Categories
Outages

[Resolved] xn18 issue

A VPS on XN18 is currently being attacked and we are working on mitigating the traffic. If your VPS is down please do not try and reboot it.

Update We believe this is now resolved but will continue to monitor.

Categories
Outages

[Resolved] xn3 Outage

xn3 is currently having issues with the RAID array and is failing to boot, its looking like multiple drive failures in one half of the RAID10 set. This also hosts the VPS for our website and helpdesk so that’s currently offline.

We are working on this and updates will be posted here shortly.

Update: We have recovered the array and it’s now rebuilding onto some fresh drives. Disk performance will be poor for a few hours while it rebuilds and restores full redundancy to the array. If your VPS is currently down, its booting up and may be doing an automated filesystem check.

Thanks

Categories
Outages

Denial of service attack

16:59: We are currently under a 2Gbps+ denial of service attack affecting most of our equipment, this is currently being worked on.

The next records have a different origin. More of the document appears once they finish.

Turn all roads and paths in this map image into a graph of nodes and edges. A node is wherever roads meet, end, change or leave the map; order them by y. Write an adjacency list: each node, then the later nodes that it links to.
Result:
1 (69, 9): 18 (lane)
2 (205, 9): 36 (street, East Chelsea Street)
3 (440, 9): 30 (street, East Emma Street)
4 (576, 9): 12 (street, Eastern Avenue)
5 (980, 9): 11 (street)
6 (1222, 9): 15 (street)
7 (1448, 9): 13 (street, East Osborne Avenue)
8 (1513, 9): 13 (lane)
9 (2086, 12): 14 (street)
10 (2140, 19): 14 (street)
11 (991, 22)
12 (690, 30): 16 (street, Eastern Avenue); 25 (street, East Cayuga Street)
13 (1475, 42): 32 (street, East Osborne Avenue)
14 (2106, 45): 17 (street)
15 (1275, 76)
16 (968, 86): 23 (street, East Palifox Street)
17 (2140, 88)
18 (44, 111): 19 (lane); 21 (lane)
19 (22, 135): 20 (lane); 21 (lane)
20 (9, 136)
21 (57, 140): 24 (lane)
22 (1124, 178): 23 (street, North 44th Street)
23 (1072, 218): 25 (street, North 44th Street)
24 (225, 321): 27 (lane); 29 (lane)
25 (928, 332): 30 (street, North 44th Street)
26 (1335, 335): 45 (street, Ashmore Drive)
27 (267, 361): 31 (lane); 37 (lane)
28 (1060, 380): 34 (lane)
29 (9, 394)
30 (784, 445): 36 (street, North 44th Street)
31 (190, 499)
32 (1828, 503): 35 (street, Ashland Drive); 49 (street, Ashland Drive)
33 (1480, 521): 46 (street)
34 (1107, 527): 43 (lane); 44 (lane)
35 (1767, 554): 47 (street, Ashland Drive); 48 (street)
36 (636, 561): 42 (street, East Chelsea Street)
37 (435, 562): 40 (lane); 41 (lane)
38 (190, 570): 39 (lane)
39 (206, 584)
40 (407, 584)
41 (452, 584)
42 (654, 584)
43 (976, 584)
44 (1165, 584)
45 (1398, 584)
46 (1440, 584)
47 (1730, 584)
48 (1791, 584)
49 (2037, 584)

Update 17.07: Connectivity has been restored

Update 19:07: Attack has returned and is being investigated

Update: 19.25: We are currently waiting on updates from the DC. Unfortunately as the attack is greater than both up-links in the rack (2x 1Gbps), we are unable to nullroute the traffic on our own equipment. We appreciate your patience during this time and will restore service as soon as possible.

Update 20.05: Stability should be more or less restored at this point for all systems except XN9 which we’ve isolated as the target host.

Update 20:15: All systems up and running, we will continue to monitor.

Categories
Outages

[Resolved] Network Issue 19/07/12

As of 20:15 we are seeing high latency and packet loss to all of our racks, colo machines and the datacentre’s support system. We are waiting to hear further information and will update here shortly.

Thanks

Update: We’ve now confirmed this issue is affecting the whole DC, including other sites on the iomart network.

Update 20.36: We’re still waiting on news from the datacentre.

Update 20.45: It looks like the issue is with iomart’s router at LINX (London Internet Exchange) which most traffic in the UK goes through. LINX’s public traffic stats appear normal.

Update: 21.24: The datacentre is invesigating this but we are still waiting for updates.

Update 21.55: Connectivity appears to be restored, waiting to recieve all-clear from the DC

Update: 23.03: All clear issued, this outage was the result of a very large DDoS attack against someone in the Datacentre, saturating multiple upstream providers. Traffic has been re-routed and the network staff at the DC will continue to monitor.

Categories
Outages

[Resolved] UK Connectivity Outage

We are currently aware of an issue affecting our UK Servers and are looking into this issue, any new information will be posted here once we have it.

Update @ 10:15am: This is looking like a routing issue at the DataCentre and senior Networking Engineers are looking into it now.

Update @ 12.12: A senior network engineer at the datacentre is now looking into this. Please note that the following subnets are affected:
95.154.207.xx
95.154.244.xx
95.154.246.xx
109.169.51.xx

If you have a service in one of our newer IP ranges i.e. 95.154.203.x or 95.154.208.x you should be unaffected.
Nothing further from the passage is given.